Collected data entries:
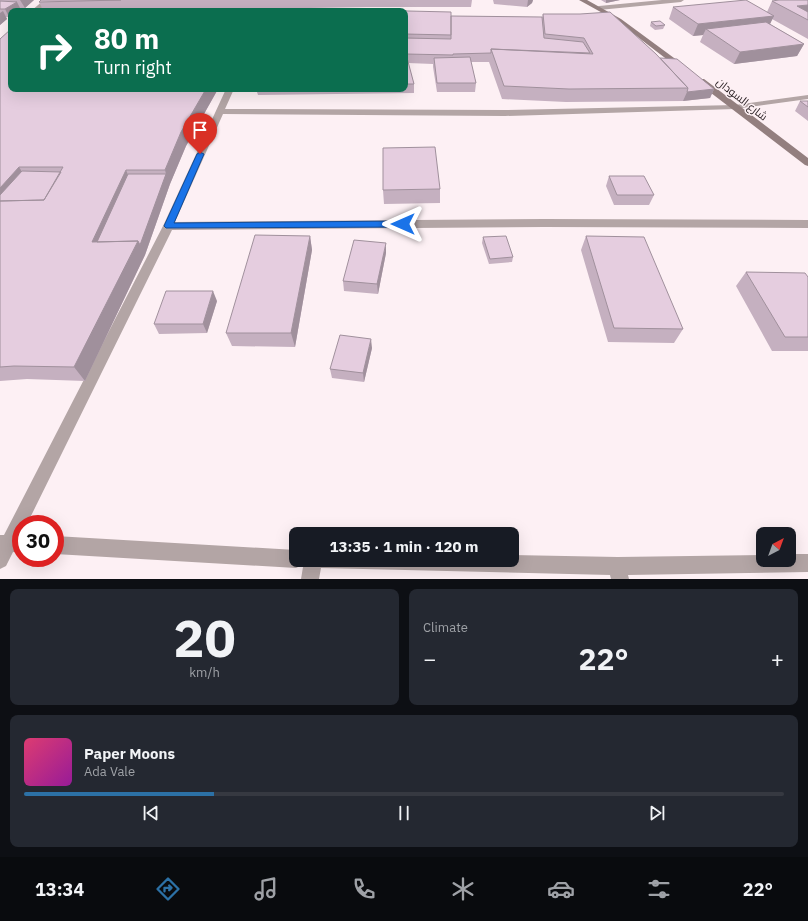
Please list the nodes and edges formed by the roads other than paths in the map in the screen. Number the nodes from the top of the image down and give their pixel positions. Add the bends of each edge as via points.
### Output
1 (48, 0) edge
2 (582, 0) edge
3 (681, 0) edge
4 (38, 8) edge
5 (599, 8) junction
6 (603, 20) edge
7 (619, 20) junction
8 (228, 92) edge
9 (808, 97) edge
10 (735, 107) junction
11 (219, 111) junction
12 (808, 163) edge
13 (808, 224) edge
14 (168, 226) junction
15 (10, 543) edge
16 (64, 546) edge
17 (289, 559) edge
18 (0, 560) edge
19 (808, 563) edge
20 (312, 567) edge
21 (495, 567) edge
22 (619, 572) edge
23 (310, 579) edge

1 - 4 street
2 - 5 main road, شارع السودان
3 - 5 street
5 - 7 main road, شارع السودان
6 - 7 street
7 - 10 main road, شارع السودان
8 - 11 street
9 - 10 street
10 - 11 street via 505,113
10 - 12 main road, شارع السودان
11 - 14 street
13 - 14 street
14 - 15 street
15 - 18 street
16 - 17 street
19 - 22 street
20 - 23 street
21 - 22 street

Task description:
An exact copy of every line above, minus the pictures, is the required output.

Exercise output:
Please list the nodes and edges formed by the roads other than paths in the map in the screen. Number the nodes from the top of the image down and give their pixel positions. Add the bends of each edge as via points.
### Output
1 (48, 0) edge
2 (582, 0) edge
3 (681, 0) edge
4 (38, 8) edge
5 (599, 8) junction
6 (603, 20) edge
7 (619, 20) junction
8 (228, 92) edge
9 (808, 97) edge
10 (735, 107) junction
11 (219, 111) junction
12 (808, 163) edge
13 (808, 224) edge
14 (168, 226) junction
15 (10, 543) edge
16 (64, 546) edge
17 (289, 559) edge
18 (0, 560) edge
19 (808, 563) edge
20 (312, 567) edge
21 (495, 567) edge
22 (619, 572) edge
23 (310, 579) edge

1 - 4 street
2 - 5 main road, شارع السودان
3 - 5 street
5 - 7 main road, شارع السودان
6 - 7 street
7 - 10 main road, شارع السودان
8 - 11 street
9 - 10 street
10 - 11 street via 505,113
10 - 12 main road, شارع السودان
11 - 14 street
13 - 14 street
14 - 15 street
15 - 18 street
16 - 17 street
19 - 22 street
20 - 23 street
21 - 22 street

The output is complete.